Anzeige(1)

  • Liebe Forenteilnehmer,

    Im Sinne einer respektvollen Forenkultur, werden die Moderatoren künftig noch stärker darauf achten, dass ein freundlicher Umgangston untereinander eingehalten wird. Unpassende Off-Topic Beiträge, Verunglimpfungen oder subtile bzw. direkte Provokationen und Unterstellungen oder abwertende Aussagen gegenüber Nutzern haben hier keinen Platz und werden nicht toleriert.

Alleinerziehend - keine Kraft mehr

ImmerMeer

Mitglied
Hallo,

ich hab hier ja schon umfangreich beschrieben, warum ich alleinerziehend bin ...

Nun merke ich, dass ich einfach manchmal keine Kraft mehr habe ... Hin udn wieder habe ich nen Psychologentermin ... aber da bin ich noch dran, meine gescheiterte Ehe aufzuarbeiten ...

Ich lebe in einer Stadt, in der ich nur lockere Freundschaften habe ... niemanden, dem ich das Kind mal aufs Auge drücken könnte.

Meine Eltern kommen hin und wieder vorbei - oder ich fahre zu ihnen ... aber die Fahrt zu ihnen strengt mich auch an - und wenn sie da sind, gibt es immer viel zu erledigen, was ich allein nicht geschafft habe.

Für mich bleibt irgendwie nie Zeit.

Ich fühle mich ausgelaugt ...

Würde so gern mal schqwimmen gehen ... allein. Aber ich bekomm keinen Unterhalt, nur nen Vorschuss ... und kann mir keinen Babysitter leisten. Zudem bedeutet das ja auch wieder nen Organisationsaufwand.

Ich liebe mein Kind und will es auch nicht irgendwem abgeben ...

Irgendwie schaffe ich im Alltag schon alles ... aber für mich springt so wenig dabei raus ...

Besonders zu schaffen macht es mir, dass mich nie jemand aufbaut oder in den Arm nimmt ... Ich hätte so unendlich gern nen Partner, der wenigstens hin und wieder mal da ist.

Naja, und wie soll ich jemanden kennenlernen? Ich geh mit dem baby in den Tierpark oder in den Garten oder einkaufen ... viel passiert da ja nicht. Übers Internet ist das auch schwer ...

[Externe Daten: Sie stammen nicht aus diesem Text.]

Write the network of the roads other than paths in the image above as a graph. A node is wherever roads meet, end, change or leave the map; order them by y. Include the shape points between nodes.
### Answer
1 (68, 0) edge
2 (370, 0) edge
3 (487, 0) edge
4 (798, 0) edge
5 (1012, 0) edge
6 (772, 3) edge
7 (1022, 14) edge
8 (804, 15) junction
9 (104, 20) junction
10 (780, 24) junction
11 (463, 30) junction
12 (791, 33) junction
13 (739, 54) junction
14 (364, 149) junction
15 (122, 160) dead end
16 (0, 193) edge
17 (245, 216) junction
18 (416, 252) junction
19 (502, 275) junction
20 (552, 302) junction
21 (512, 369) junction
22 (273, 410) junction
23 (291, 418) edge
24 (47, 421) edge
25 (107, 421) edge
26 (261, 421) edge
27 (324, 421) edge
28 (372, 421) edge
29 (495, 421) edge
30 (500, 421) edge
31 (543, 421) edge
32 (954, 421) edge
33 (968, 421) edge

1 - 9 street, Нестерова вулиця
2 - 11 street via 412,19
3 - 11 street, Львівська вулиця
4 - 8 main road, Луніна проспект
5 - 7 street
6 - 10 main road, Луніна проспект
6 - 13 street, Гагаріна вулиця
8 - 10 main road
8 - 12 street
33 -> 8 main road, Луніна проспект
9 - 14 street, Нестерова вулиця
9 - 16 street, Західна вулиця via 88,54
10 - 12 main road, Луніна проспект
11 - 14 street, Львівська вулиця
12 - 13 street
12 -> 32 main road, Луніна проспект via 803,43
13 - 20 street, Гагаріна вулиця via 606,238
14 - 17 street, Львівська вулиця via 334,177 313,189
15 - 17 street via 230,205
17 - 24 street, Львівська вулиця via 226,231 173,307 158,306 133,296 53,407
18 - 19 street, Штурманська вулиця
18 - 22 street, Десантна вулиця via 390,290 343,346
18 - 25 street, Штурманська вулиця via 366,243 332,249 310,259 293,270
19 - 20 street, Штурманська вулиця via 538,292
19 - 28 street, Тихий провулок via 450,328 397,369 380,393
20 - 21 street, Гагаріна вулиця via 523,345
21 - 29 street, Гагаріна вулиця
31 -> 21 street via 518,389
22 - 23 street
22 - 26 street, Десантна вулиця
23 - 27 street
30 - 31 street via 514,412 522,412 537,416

Also - ich weiß, dass ich das schon alles irgendwie schaffe. Aber ich merke einfach, dass mir etwas ganz Wichtiges fehlt - dass ich mal irgendwo auftanken kann. Bei jemandem.
 
Hallo ImmerMeer,
das klingt ja im Moment alles garnicht so prall... fühl dich mal virtuell gedrückt...

Google doch mal in Deiner Stadt die Familienfeuerwehr. Das sind Vereine, in denen Ehrenamtliche völlig unbürokratisch und schnell mal vorbeihuschen um eben Menschen und vor allen Dingen Alleinerziehenden mal den Raum zu geben auch etwas für sich zu tun. Also sie helfen quasi immer genau da, wo es brennt. Das kostet auch nix. Die finanzieren sich ausschließlich über Spenden.
Vielleicht gibt es ja auch noch einen andere Hilfsorganisation, die dir unter die Arme greifen kann wie z. B. die Caritas.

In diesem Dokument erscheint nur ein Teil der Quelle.